48/24 and 96/24 make sense for storing an original recording and processing audio, if you want to avoid artefacts or so. For distributing audio for listening, there's really no reason to go above 16-bit (if your format can use bits; the concept of bits typically doesn't exist for lossy formats), or 44.1 kHz/48 kHz.
i woudl share OGGS but bandcamp prefers FLACS and FLACS are what i use personally for my music collection so that is nice for me
maybe FLACS is overkill for some thing like Chip Music.org though
With chipmusic if you have interpolation switched off you do need a pretty high kps to avoid a lot of compression artifacts, probably more so than with traditional music. (rather ironic) Personally when using mp3 I go for CBR and 320kps. An alternative free codec is CELT, it's not well supported yet but offers pretty good playback at low ratios.

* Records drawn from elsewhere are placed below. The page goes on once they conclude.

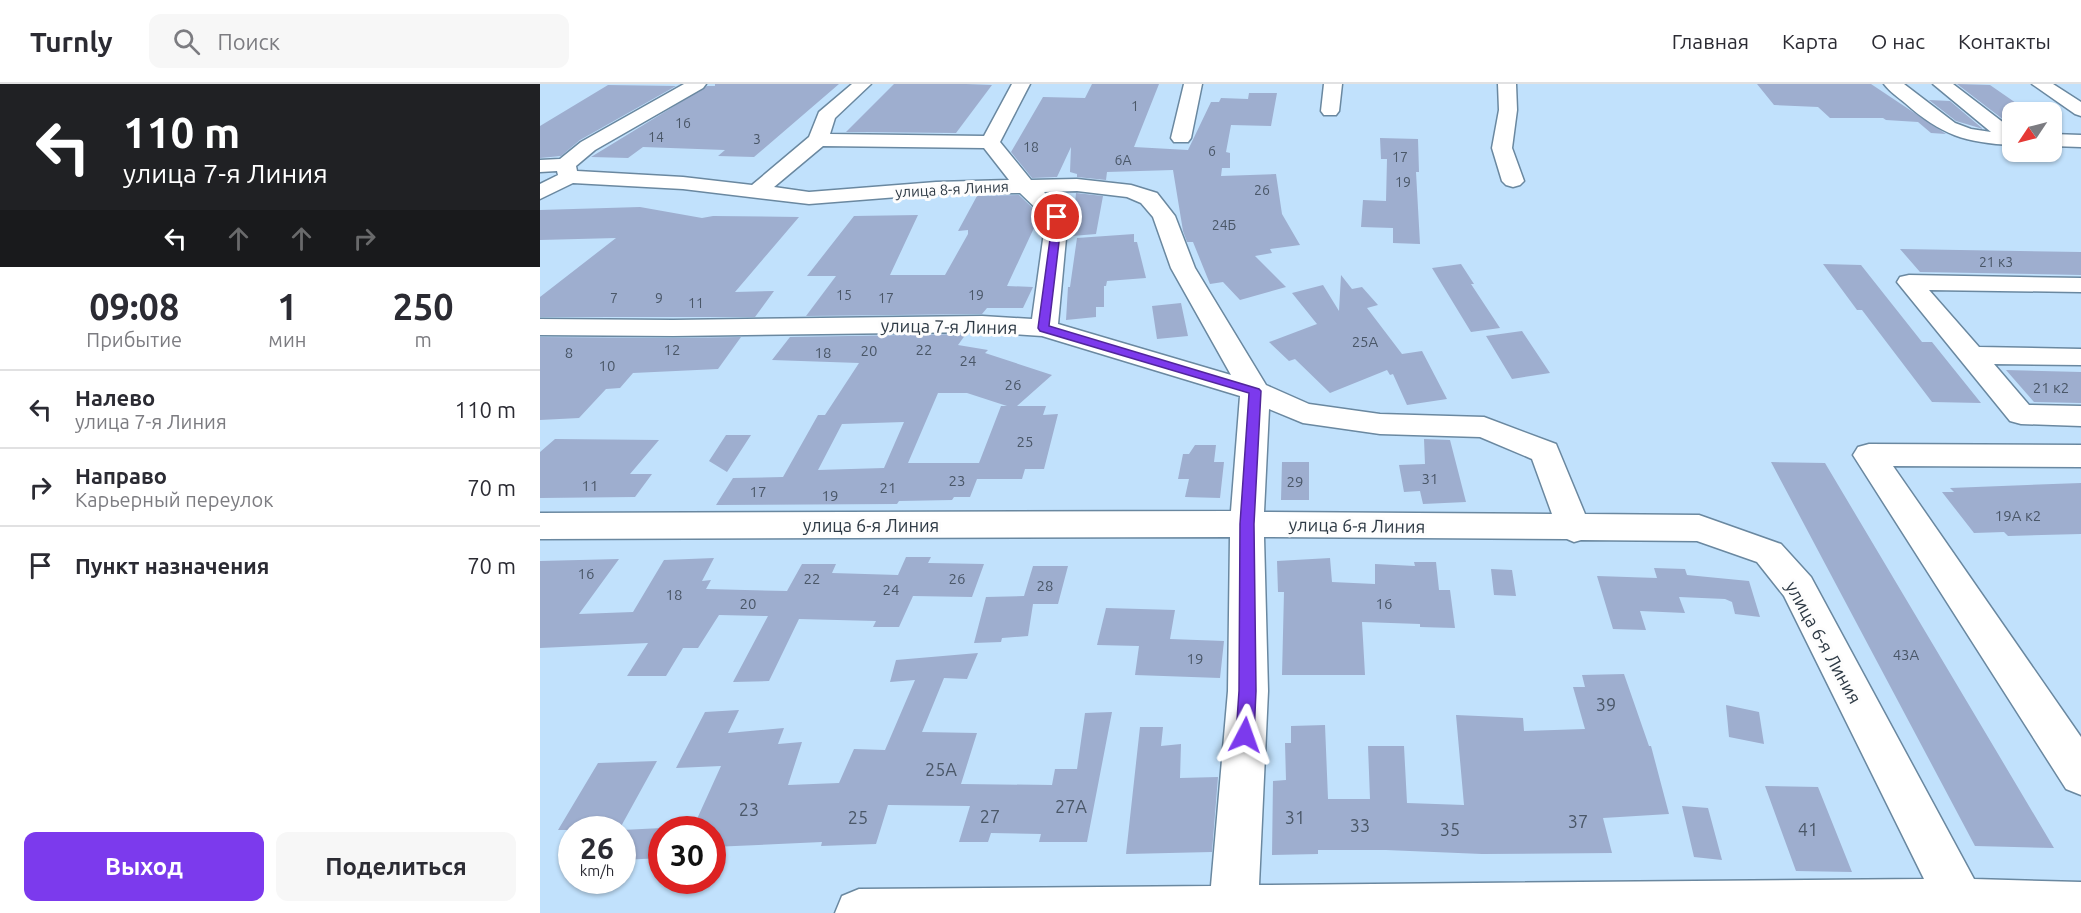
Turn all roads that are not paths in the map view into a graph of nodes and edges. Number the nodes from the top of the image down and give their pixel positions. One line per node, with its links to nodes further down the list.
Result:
1 (697, 84): 20 (street)
2 (862, 84): 15 (street)
3 (1021, 84): 18 (street)
4 (1193, 84): 13 (street)
5 (1333, 84): 11 (street)
6 (1507, 84): 21 (street)
7 (1893, 84): 14 (street)
8 (1942, 84): 12 (street)
9 (2040, 84): 10 (street)
10 (2081, 110)
11 (1330, 111)
12 (2002, 131)
13 (1181, 138)
14 (2002, 138)
15 (818, 140): 18 (street); 23 (street)
16 (2062, 140): 17 (street)
17 (2081, 141)
18 (990, 142): 22 (street)
19 (540, 166): 20 (street, улица 8-я Линия)
20 (567, 171): 23 (street, улица 8-я Линия); 24 (street)
21 (1513, 181)
22 (1024, 185): 23 (street, улица 8-я Линия); 27 (street); 30 (street, улица 8-я Линия)
23 (756, 192)
24 (540, 194)
25 (2081, 285): 28 (street)
26 (540, 327): 27 (street, улица 7-я Линия)
27 (1044, 328): 30 (street, улица 7-я Линия)
28 (1970, 355): 29 (street); 31 (street)
29 (2081, 357)
30 (1255, 391): 33 (street); 35 (street, улица 7-я Линия)
31 (2081, 416)
32 (2081, 456): 36 (street)
33 (1247, 524): 34 (street, улица 6-я Линия); 35 (street, улица 6-я Линия); 39 (street)
34 (540, 526)
35 (1574, 528): 37 (street, улица 6-я Линия)
36 (2081, 774)
37 (1960, 903): 38 (street); 39 (street)
38 (2081, 906)
39 (1234, 911): 40 (street)
40 (860, 913)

i woudl share OGGS but bandcamp prefers FLACS and FLACS are what i use personally for my music collection so that is nice for me
maybe FLACS is overkill for some thing like Chip Music.org though
Bandcamp prefers a lossless format because the user has the option to choose a compressed format to download. Transcoding from one lossy format to another potentially degrades the audio quality, so they prefer a lossless source to derive the lossy formats from.
With chipmusic if you have interpolation switched off you do need a pretty high kps to avoid a lot of compression artifacts, probably more so than with traditional music. (rather ironic) Personally when using mp3 I go for CBR and 320kps. An alternative free codec is CELT, it's not well supported yet but offers pretty good playback at low ratios.
ahh cool.....and werd. i know nothing of interpolation, dithering and such. yeah the nature of timbres in chip is a tricky beast.